# Rinehart R100 Coming Soon!



## kitchue (Sep 25, 2001)

I was there with my son also. We shot the "just for fun" part of it. Great time. My son was shooting all over the place. No consistency. We spent most of the time tweaking trying to make something out of it.

In the end, I just bought him a Darton from the Darton Trailer that was there. The vendors were very helpful and busy. Darton, G5 were there. Just to name a couple. 

He's only 12 and now has a new bow that will be the last on (hopefully) that I buy him. It was, sorta, custom assembled Saturday night and we picked it up Sunday morning. I dont even know if this bow has a name for it. But the price was right and its a great bow for him to grow up with. 

All because of The Rinehart 100. Cant wait for the next one. Speaking of anyone know where the next one in Michigan is?


----------



## Ack (Oct 3, 2004)

kitchue said:


> I was there with my son also. We shot the "just for fun" part of it. Great time. My son was shooting all over the place. No consistency. We spent most of the time tweaking trying to make something out of it.
> 
> In the end, I just bought him a Darton from the Darton Trailer that was there. The vendors were very helpful and busy. Darton, G5 were there. Just to name a couple.
> 
> ...


Only one R100 a year, and hopefully SFAS will host it again next August...they really do a great job running it.
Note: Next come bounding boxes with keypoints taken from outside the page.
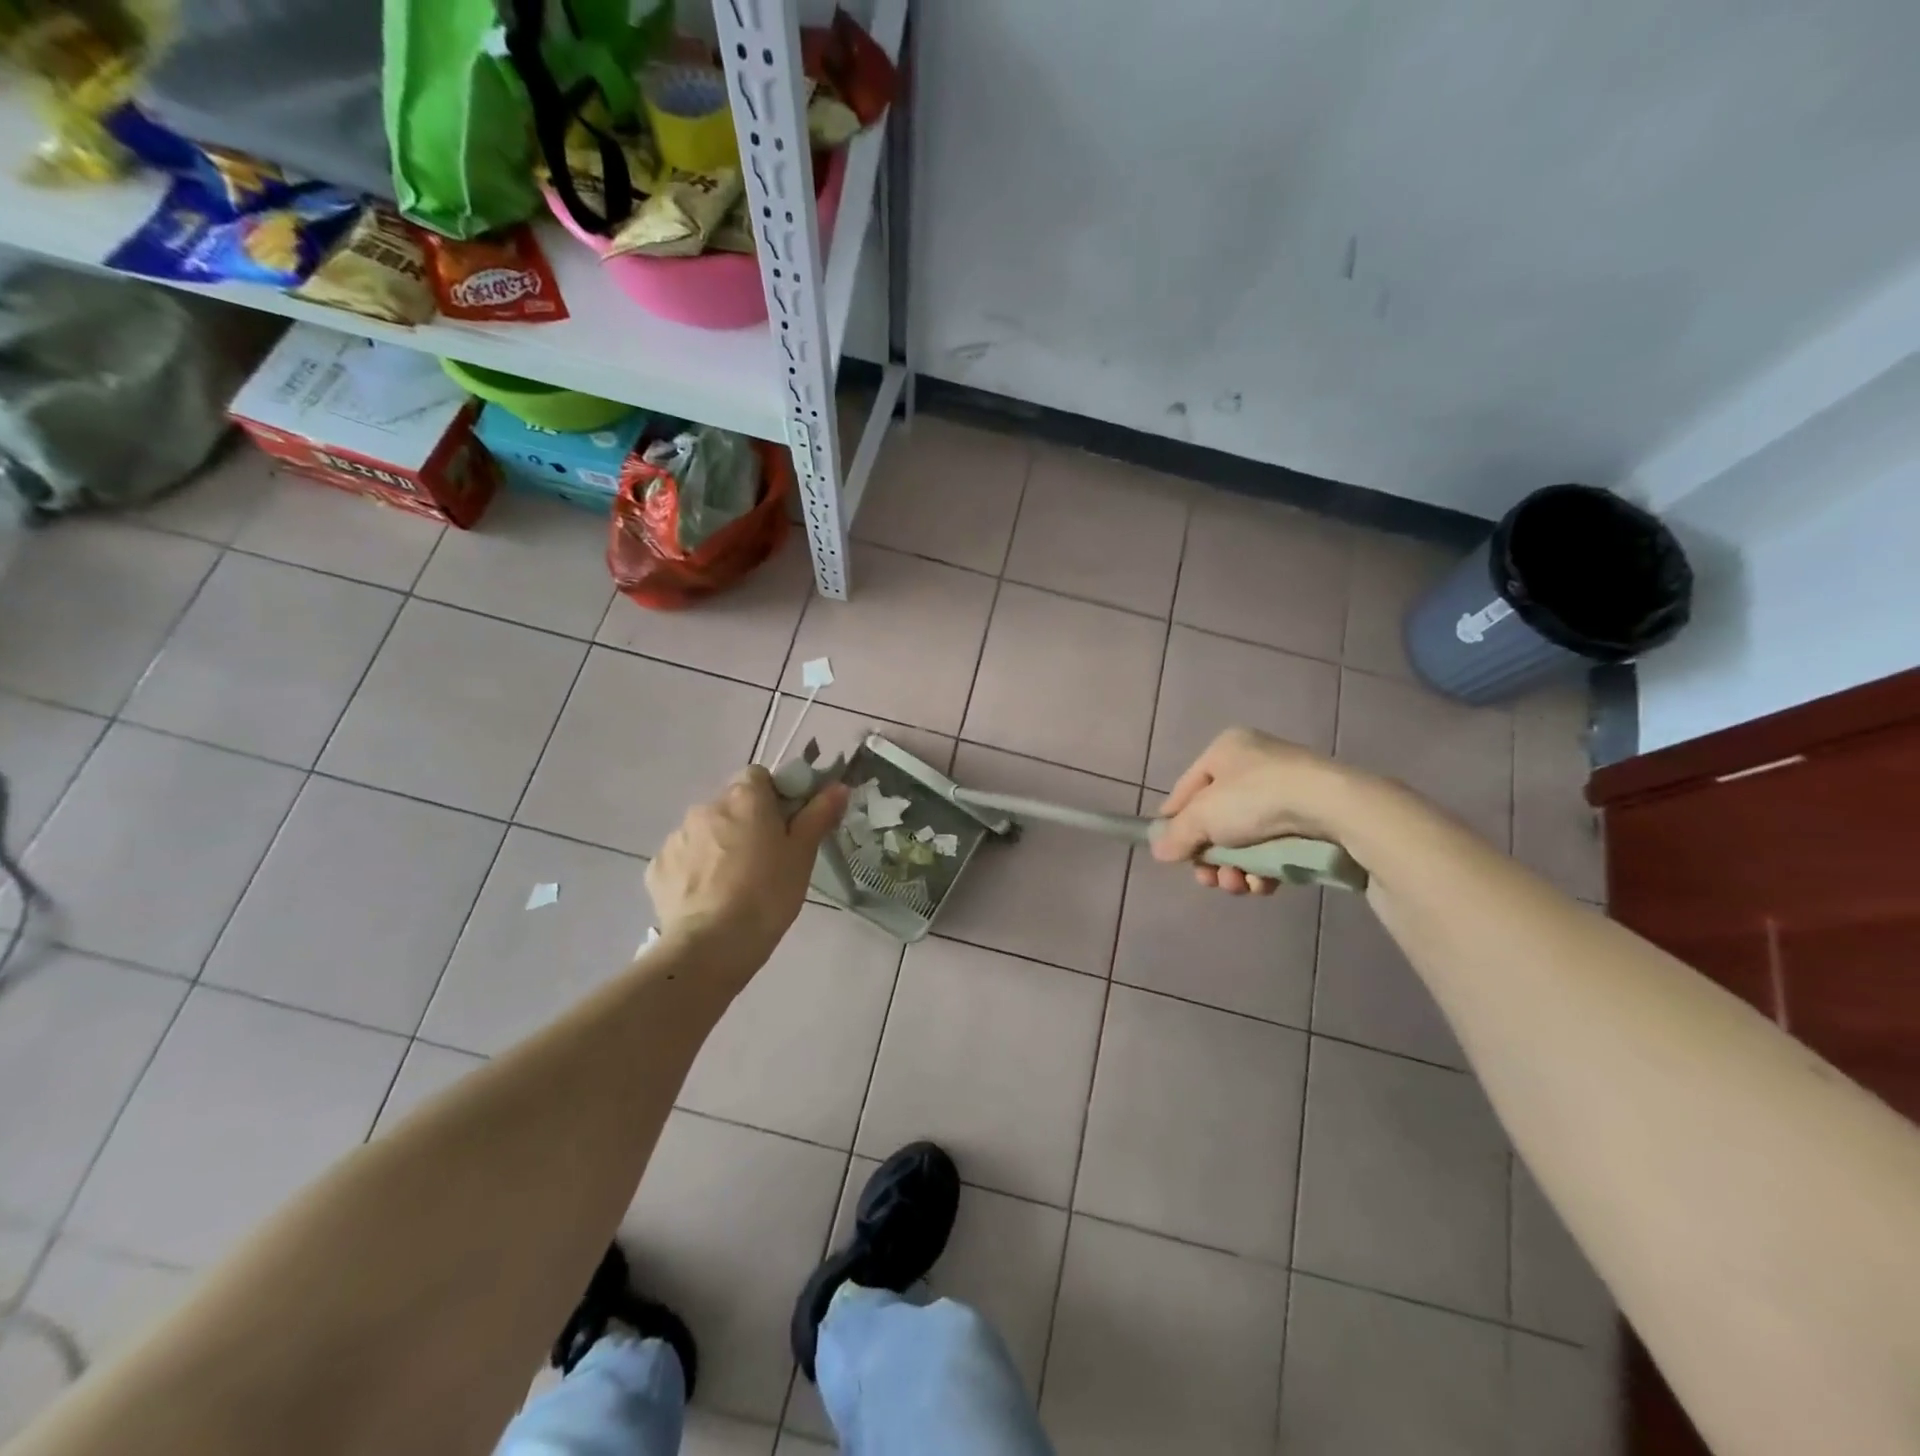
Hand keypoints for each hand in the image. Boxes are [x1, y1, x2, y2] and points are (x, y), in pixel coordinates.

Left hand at [647, 766, 848, 976]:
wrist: (712, 944)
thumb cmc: (768, 893)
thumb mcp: (802, 854)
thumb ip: (819, 814)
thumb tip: (838, 786)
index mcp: (745, 798)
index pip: (758, 776)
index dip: (773, 796)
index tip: (785, 825)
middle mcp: (707, 807)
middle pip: (731, 804)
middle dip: (746, 823)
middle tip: (765, 858)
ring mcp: (678, 836)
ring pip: (706, 831)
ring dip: (719, 845)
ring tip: (735, 883)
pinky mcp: (658, 867)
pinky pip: (684, 858)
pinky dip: (696, 869)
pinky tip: (709, 897)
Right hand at [1151, 728, 1355, 894]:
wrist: (1332, 806)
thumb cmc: (1256, 799)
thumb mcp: (1202, 816)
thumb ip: (1177, 835)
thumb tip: (1159, 851)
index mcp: (1226, 750)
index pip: (1186, 789)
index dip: (1174, 822)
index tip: (1170, 852)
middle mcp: (1255, 764)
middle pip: (1216, 819)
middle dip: (1210, 856)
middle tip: (1209, 879)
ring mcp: (1286, 791)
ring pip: (1245, 839)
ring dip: (1235, 868)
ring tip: (1238, 885)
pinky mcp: (1311, 818)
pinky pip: (1274, 846)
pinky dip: (1264, 868)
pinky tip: (1263, 884)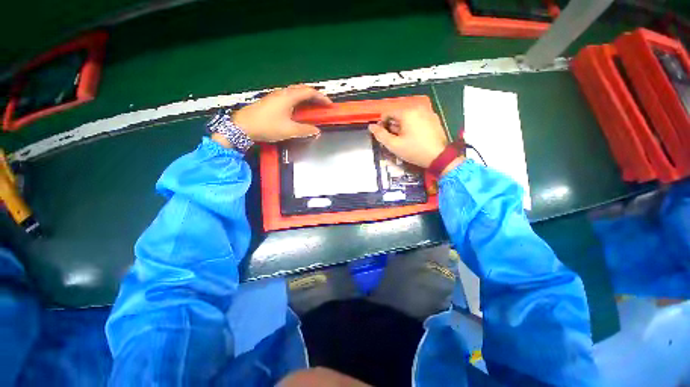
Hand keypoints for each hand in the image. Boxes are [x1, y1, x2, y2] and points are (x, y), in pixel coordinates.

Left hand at [232, 85, 331, 142]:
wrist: (243, 126)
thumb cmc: (267, 126)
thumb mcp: (289, 130)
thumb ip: (305, 130)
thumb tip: (316, 131)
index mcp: (289, 97)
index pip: (309, 92)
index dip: (321, 97)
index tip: (329, 105)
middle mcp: (283, 93)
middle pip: (302, 89)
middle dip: (315, 96)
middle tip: (322, 105)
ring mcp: (276, 96)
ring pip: (295, 93)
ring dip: (306, 98)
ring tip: (313, 107)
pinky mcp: (271, 101)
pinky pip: (289, 97)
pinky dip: (298, 101)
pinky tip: (298, 110)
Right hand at [368, 107, 449, 168]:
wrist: (439, 156)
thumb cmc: (414, 150)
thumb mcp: (394, 145)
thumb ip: (380, 135)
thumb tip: (371, 127)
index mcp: (407, 112)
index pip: (387, 113)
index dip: (382, 124)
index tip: (384, 136)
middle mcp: (417, 108)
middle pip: (398, 114)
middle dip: (393, 126)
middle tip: (395, 140)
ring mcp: (427, 112)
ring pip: (407, 116)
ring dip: (402, 126)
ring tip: (405, 139)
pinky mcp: (434, 118)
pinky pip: (417, 118)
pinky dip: (412, 125)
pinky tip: (415, 137)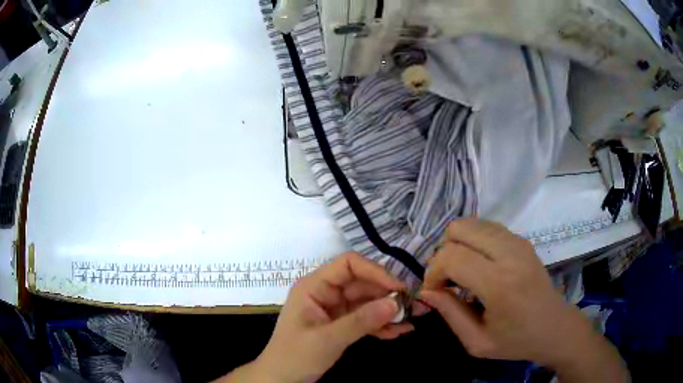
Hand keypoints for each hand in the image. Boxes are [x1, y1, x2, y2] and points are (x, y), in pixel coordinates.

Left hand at [253, 252, 412, 382]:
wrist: (281, 379)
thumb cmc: (295, 356)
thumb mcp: (327, 339)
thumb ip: (361, 321)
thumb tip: (396, 303)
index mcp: (314, 286)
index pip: (348, 265)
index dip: (375, 272)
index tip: (398, 288)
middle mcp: (326, 293)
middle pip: (362, 284)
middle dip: (387, 295)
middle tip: (412, 308)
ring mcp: (335, 309)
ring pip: (367, 302)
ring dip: (388, 312)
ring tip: (410, 322)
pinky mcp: (341, 324)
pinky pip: (365, 318)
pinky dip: (381, 324)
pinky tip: (399, 332)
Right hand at [419, 219, 628, 381]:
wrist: (554, 327)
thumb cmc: (516, 341)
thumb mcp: (477, 341)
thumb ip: (449, 313)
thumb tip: (425, 291)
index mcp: (499, 284)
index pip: (451, 257)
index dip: (433, 273)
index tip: (434, 292)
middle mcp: (510, 254)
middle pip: (459, 229)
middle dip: (443, 253)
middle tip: (447, 280)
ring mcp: (518, 242)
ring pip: (471, 223)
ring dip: (458, 245)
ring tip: (462, 273)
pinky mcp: (522, 239)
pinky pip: (486, 227)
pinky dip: (473, 242)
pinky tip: (478, 265)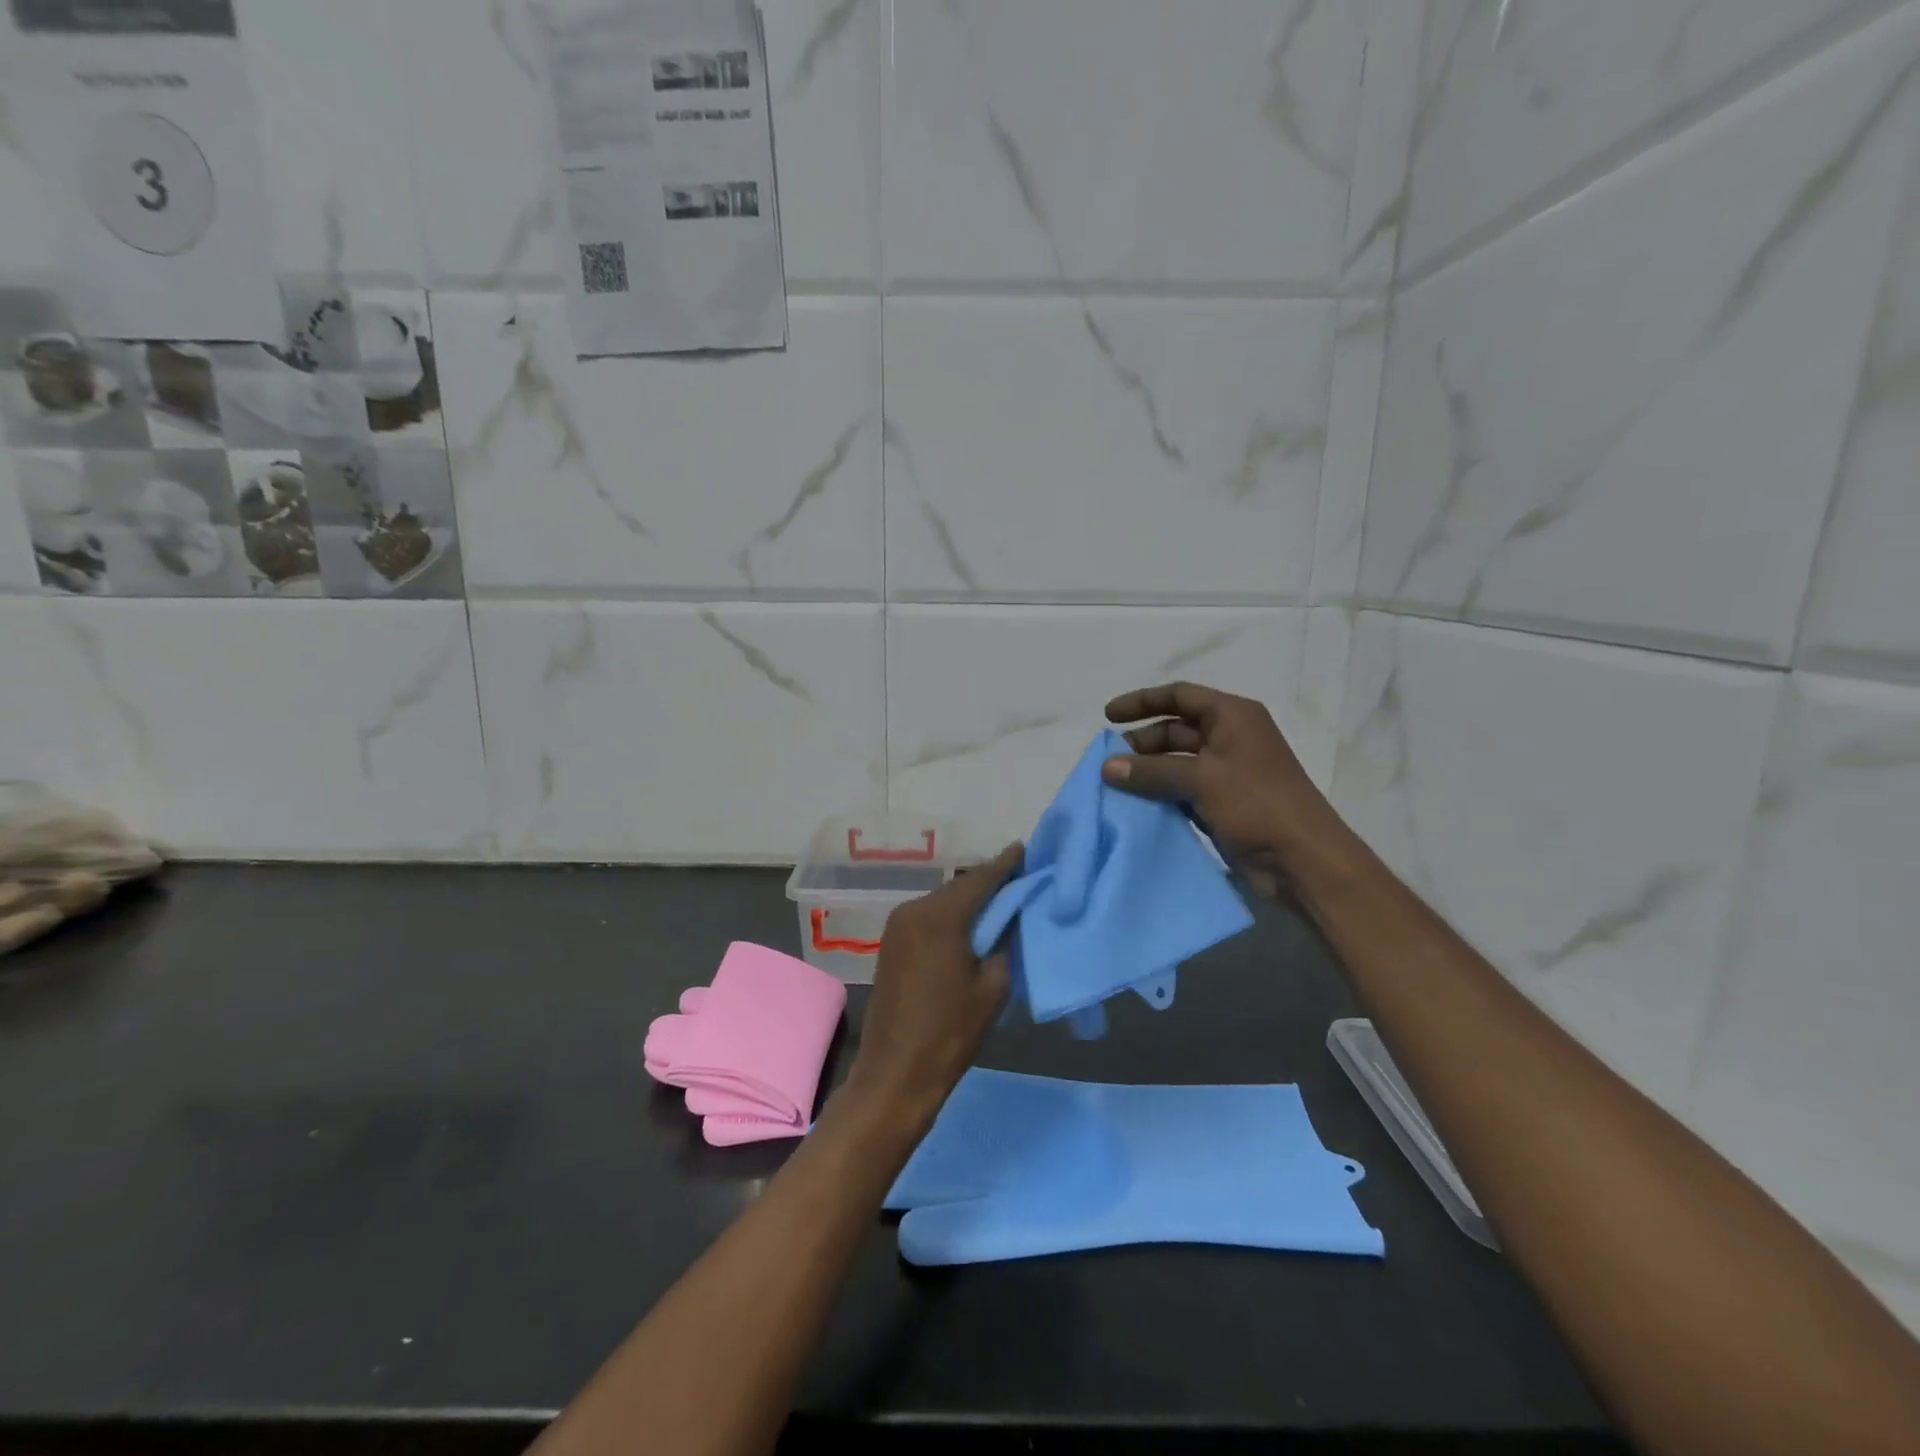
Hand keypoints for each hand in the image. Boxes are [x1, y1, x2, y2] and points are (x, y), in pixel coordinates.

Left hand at [843, 842, 1023, 1131]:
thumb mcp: (993, 987)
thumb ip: (1004, 943)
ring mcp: (897, 925)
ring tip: (999, 900)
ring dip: (969, 900)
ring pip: (942, 901)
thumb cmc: (950, 1033)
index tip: (1024, 850)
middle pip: (958, 887)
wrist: (895, 1073)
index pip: (979, 879)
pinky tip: (970, 923)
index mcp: (939, 917)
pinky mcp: (891, 942)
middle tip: (1019, 878)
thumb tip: (1010, 918)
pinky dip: (951, 915)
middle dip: (988, 883)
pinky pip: (928, 917)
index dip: (1005, 864)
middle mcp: (913, 910)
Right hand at [1103, 682, 1346, 898]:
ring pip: (1176, 762)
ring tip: (1114, 784)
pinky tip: (1135, 806)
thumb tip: (1106, 767)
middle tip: (1108, 761)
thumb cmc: (1257, 804)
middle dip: (1141, 742)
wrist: (1302, 860)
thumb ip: (1151, 770)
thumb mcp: (1202, 778)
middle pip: (1175, 729)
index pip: (1180, 696)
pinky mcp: (1222, 803)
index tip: (1107, 717)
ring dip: (1147, 770)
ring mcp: (1226, 773)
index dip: (1142, 702)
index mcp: (1233, 716)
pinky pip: (1182, 790)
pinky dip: (1159, 794)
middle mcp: (1230, 738)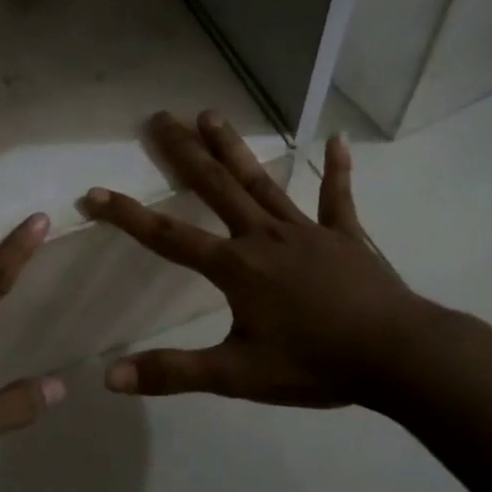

There are several other 3D shoots in the tri-cities that are also great to shoot, and I'll bet there is a shoot just about every weekend until bow season. Type in your zip code in the link and choose a month and it will give you info about all the upcoming shoots. MidMichee, Bay City Bowmen and SFAS all have shoots within the next several weeks and are close by. :coolgleam

http://www.3dshoots.com/archery/searchzipcode.php


----------